According to Intel EMEA head of Wireless LAN product marketing David Bradshaw, ETSI is pro approval, as are numerous local regulators. The UK Radio Authority is the most pro in Europe, he says, and Brussels seems to be onside too. He postulates two possible routes to approval for 802.11a - a cunning ETSI rule change that would call it a "type of Hiperlan," which would mean it would technically have been legalised already, or a worst possible case scenario where ETSI would make a formal rule change. That would kick back approval until Q4. Once it is approved centrally, it will then be up to the individual countries to approve it locally.
Opposition to approval for 802.11a, which occupies the 5GHz part of the spectrum, comes largely from the military and satellite operators. Bradshaw is bashful about precisely which satellite operators, but it's been alleged to us that Globalstar and friends for some bizarre reason want to retain the transcendental state of peace their efforts have achieved there. Keep the chatter down boys, we're trying to sleep...
The technical objection to 802.11a is that it does not include Dynamic Frequency Selection, which allows devices to change channels to avoid interference, and Transmission Power Control, which reduces power as a device gets closer to a base station. Both of these are mandatory in Europe, and are being incorporated in 802.11a. As far as we can make out 802.11a users in the States just get to happily cook the immediate locality, or something.
Bradshaw also provides tantalising clues to some shifty business that might or might not have gone on in the backstabbing standards-setting bodies. 802.11g was originally supposed to double the throughput of 802.11b while continuing to occupy the same 2.4GHz part of the spectrum. But 802.11g is now seriously late, and has been beefed-up to hit 54Mbps.
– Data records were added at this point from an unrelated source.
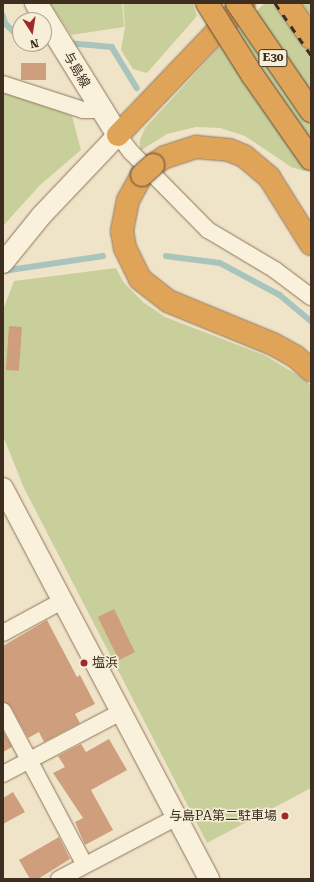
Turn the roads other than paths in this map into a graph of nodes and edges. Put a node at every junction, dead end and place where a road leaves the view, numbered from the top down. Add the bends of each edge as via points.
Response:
1 (36, 3) edge
2 (207, 3) edge
3 (237, 3) edge
4 (244, 3) edge
5 (287, 3) edge
6 (311, 38) edge
7 (3, 84) edge
8 (100, 110) junction
9 (311, 111) edge
10 (118, 135) junction
11 (311, 159) edge
12 (311, 244) edge
13 (5, 259) edge
14 (311, 297) edge
15 (311, 370) edge
16 (3, 488) edge
17 (62, 601) junction
18 (3, 633) edge
19 (3, 711) edge
20 (121, 712) junction
21 (29, 760) junction
22 (3, 774) edge
23 (177, 817) junction
24 (85, 865) junction
25 (59, 879) edge
26 (209, 879) edge

1 - 8 main road, 与島線
2 - 11 highway, bridge via 253,76
3 - 9 highway, E30, bridge
4 - 10 highway
5 - 6 highway
7 - 8 street via 84,110
8 - 10 main road, 与島線
10 - 13 street via 41,216
10 - 14 street via 131,152 208,230 275,270
12 - 15 highway via 269,177 244,156 223,149 196,147 165,156 148,170 128,200 122,231 125,248 140,279 168,302 273,344 296,357
16 - 17 street
17 - 18 street
17 - 20 street
19 - 21 street
20 - 21 street
20 - 23 street
21 - 22 street
21 - 24 street
23 - 24 street
23 - 26 street
24 - 25 street

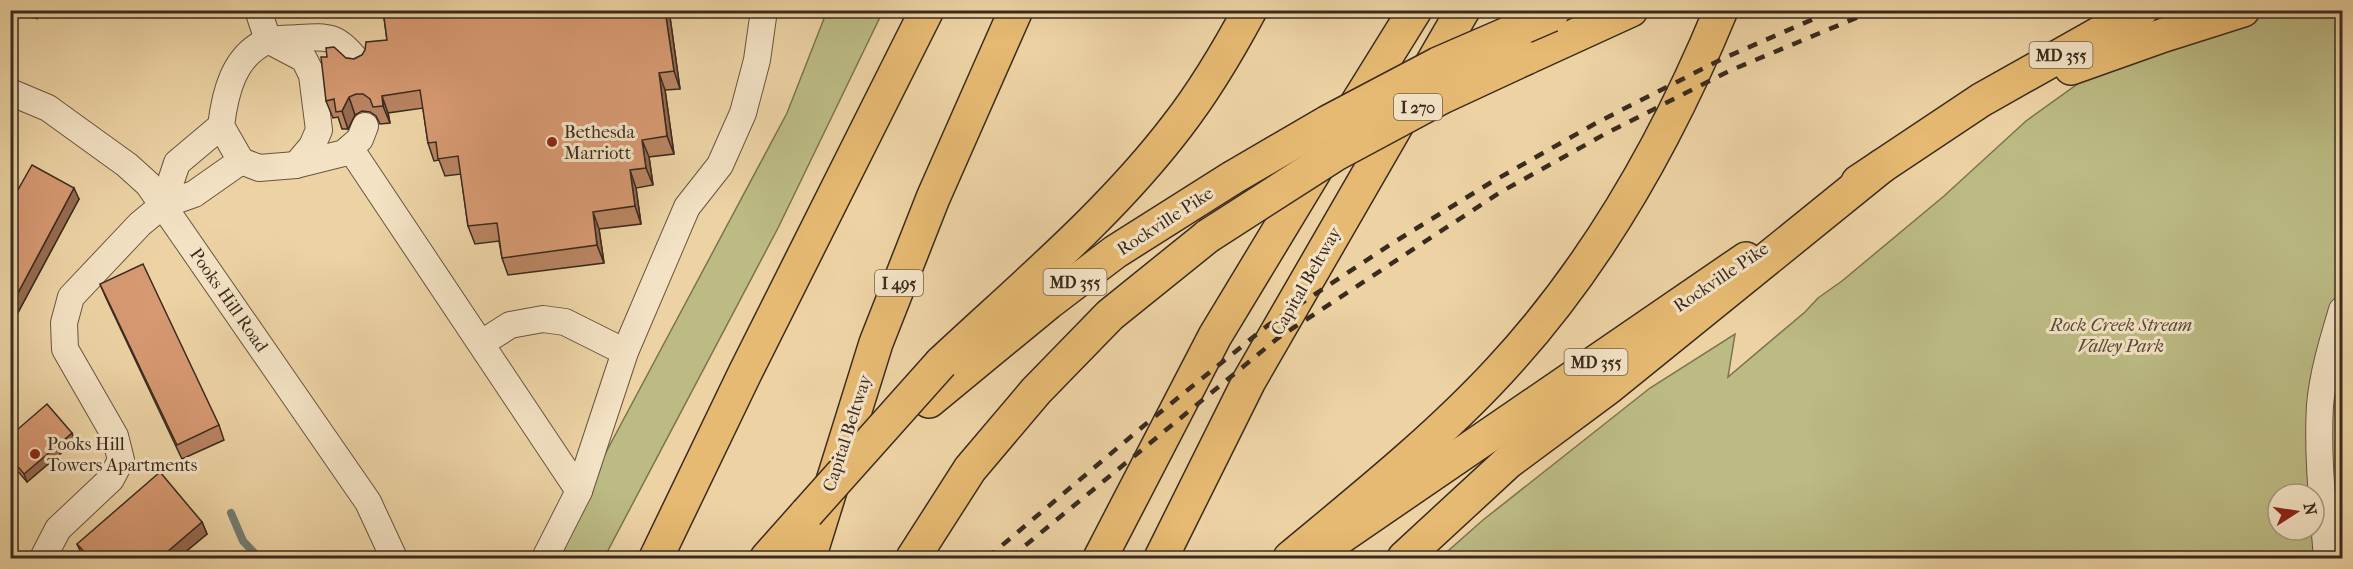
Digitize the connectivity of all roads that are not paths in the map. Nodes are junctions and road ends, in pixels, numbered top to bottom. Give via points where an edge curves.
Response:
1 (258, 10) edge
2 (764, 10) edge
3 (927, 10) edge
4 (1250, 10) edge
5 (1415, 10) edge
6 (1463, 10) edge
7 (1484, 10) edge
8 (1631, 10) edge
9 (1721, 10) edge
10 (2141, 10) edge
11 (2243, 10) edge
12 (1016, 13) edge
13 (1557, 13) edge
14 (268, 40) junction
15 (358, 62) edge
16 (10, 92) edge
17 (1982, 100) junction
18 (220, 126) junction
19 (365, 126) dead end
20 (350, 148) junction
21 (242, 161) junction
22 (296, 165) junction
23 (1882, 166) junction
24 (1352, 202) junction
25 (164, 205) junction
26 (2343, 310) edge
27 (482, 344) junction
28 (625, 352) junction
29 (579, 490) junction
30 (807, 513) junction
31 (43, 558) edge
32 (394, 558) edge
33 (545, 558) edge
34 (656, 558) edge
35 (767, 558) edge
36 (809, 558) edge
37 (913, 558) edge
38 (1100, 558) edge
39 (1161, 558) edge
40 (1290, 558) edge
41 (1310, 558) edge
42 (1404, 558) edge
43 (2327, 558) edge

1 - 14 street
2 - 28 street via 757,60 742,113 720,165 687,207
3 - 34 main road
4 - 30 main road, bridge via 1220,66 1183,118 1123,189 941,363
5 - 38 main road via 1215,336
6 - 24 main road, Capital Beltway
7 - 24 main road, I 270
8 - 37 main road, bridge via 1442,97 1334,155 1209,236 1110,315 1036,391 970,469
9 - 40 main road via 1655,152 1609,229 1549,313 1434,437
10 - 17 main road, Rockville Pike / MD 355
11 - 17 main road
12 - 36 main road, Capital Beltway / I 495 via 933,198 876,343
13 - 30 main road, Rockville Pike / MD 355, bridge via 1438,64 1328,122 1115,252 929,400
14 - 15 street via 325,36 345,46
14 - 18 street via 249,51 235,71
14 - 22 street via 304,59 312,75 319,130
16 - 25 street, Pooks Hill Road via 48,108 127,165
17 - 23 main road, Rockville Pike / MD 355
18 - 21 street
18 - 25 street via 177,163
19 - 20 street via 360,139
20 - 22 street
20 - 27 street
21 - 22 street via 259,168
21 - 25 street via 194,194
23 - 41 main road, Rockville Pike / MD 355
23 - 42 main road via 1609,387 1508,462
24 - 39 main road, Capital Beltway via 1249,381
25 - 31 street via 140,224 71,297 64,323 65,349 114,436 121,460 111,479 58,529
25 - 32 street, Pooks Hill Road via 368,502
26 - 43 street via 2320,404 2320,471
27 - 28 street via 510,325 543,319 565,322
27 - 29 street
28 - 29 street
29 - 33 street
30 - 35 main road, Rockville Pike / MD 355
The reason for the delay, claims Bradshaw, is that Intersil and TI were wrangling like crazy over whose silicon it would use.
Now, the happy outcome of this, from Wavezilla's point of view, is that 802.11g will now roll out after 802.11a, whereas it was originally envisaged as an upgrade path from 802.11b, with 802.11a to follow. Cunning stunts like Intel's dual standard access point however present 802.11a as the upgrade path from 802.11b, so by the time 802.11g gets here, we'll all be saying, well, what's the point? And guess whose silicon...?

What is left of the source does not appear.